We are going to try and clean up the cases before we put the skid back on...it is definitely grimy down there! Next we'll drain and replace the coolant, so any tips on the next endeavor would be appreciated:)

Thanks again mudders!
 
Thanks again for the input and advise everyone. So we drained all the tranny and transfer case fluid (removed the filler plugs first, thanks for that tip). So there certainly was plenty of fluid in there (around 7-8 quarts in the tranny, and around 3-4 in the transfer case). So a couple things to note. When we pulled the filler plug from the tranny, fluid poured out (probably 1-2 quarts?) I thought that was odd, but chalked it up to the fact that we had taken it on a short drive to warm up the fluid, and maybe it had expanded? Reading through some other threads, it may be a sign of failure of that seal/gasket?? I am going to go ahead and order that "insurance" hose...sounds like there is only up side to installing it, right? I've found a braided one on Ebay for about $100, and a non braided one on sor.com for about $70. Do those options sound right?

We are going to try and clean up the cases before we put the skid back on...it is definitely grimy down there! Next we'll drain and replace the coolant, so any tips on the next endeavor would be appreciated:)

Thanks again mudders!

Jayster, your volume estimates might be off a little. According to Mud FAQ the transmission capacity should be 3.3 qts and the transfer 1.8 qts and of course when you drain one you won't get quite these volumes because some of the gear oil sticks to the gears. I agree your transmission volume is probably high but the transfer doesn't look that low. If i were you, I would drain both and refill to the fill hole level, then put the fill caps on and drive her a while and then check to see if an excessive amount of oil drains out the fill holes. It could be the transmission was over-filled in past servicing and excess expelled from the breather which is why there may seem to be a lot of oil/grease under there.

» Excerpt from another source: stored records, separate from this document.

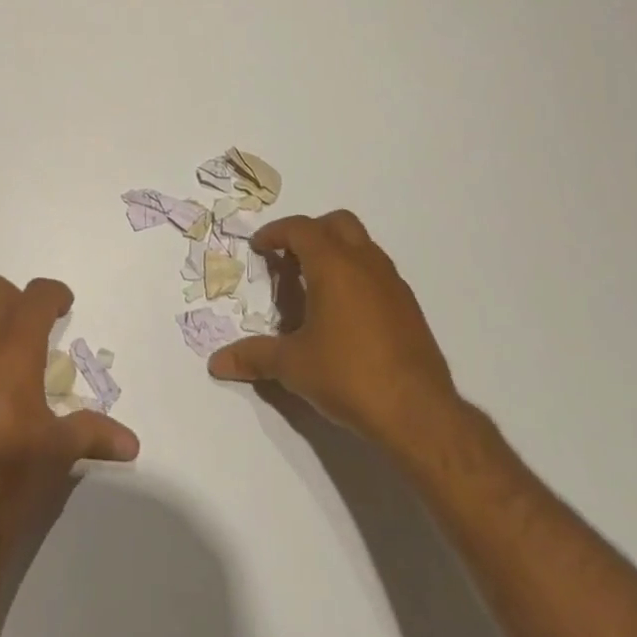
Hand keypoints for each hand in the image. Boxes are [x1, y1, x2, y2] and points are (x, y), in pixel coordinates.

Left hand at [0, 275, 139, 544]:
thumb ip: (94, 434)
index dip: (53, 294)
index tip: (64, 308)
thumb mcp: (59, 453)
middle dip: (15, 300)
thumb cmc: (10, 480)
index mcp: (14, 353)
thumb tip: (131, 443)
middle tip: (33, 329)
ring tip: (2, 357)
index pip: (34, 297)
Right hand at [208, 211, 461, 450]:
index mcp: (333, 265)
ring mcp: (392, 283)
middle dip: (310, 233)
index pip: (300, 229)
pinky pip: (377, 272)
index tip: (259, 248)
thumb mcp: (293, 366)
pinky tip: (345, 315)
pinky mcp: (409, 306)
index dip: (275, 233)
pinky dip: (356, 276)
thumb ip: (254, 357)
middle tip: (289, 260)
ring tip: (314, 288)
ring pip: (361, 245)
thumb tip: (217, 363)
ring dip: (335, 253)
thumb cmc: (349, 376)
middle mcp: (365, 262)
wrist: (419, 413)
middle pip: (336, 223)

Re the by-pass hose, I think it was shipmag who was selling them here. Not sure if he still has any but I got one a few years ago and I think it was a ways below the $100. It is braided stainless steel and very good quality.

good luck,
Pete
 
Jayster, your volume estimates might be off a little. According to Mud FAQ the transmission capacity should be 3.3 qts and the transfer 1.8 qts and of course when you drain one you won't get quite these volumes because some of the gear oil sticks to the gears. I agree your transmission volume is probably high but the transfer doesn't look that low. If i were you, I would drain both and refill to the fill hole level, then put the fill caps on and drive her a while and then check to see if an excessive amount of oil drains out the fill holes. It could be the transmission was over-filled in past servicing and excess expelled from the breather which is why there may seem to be a lot of oil/grease under there.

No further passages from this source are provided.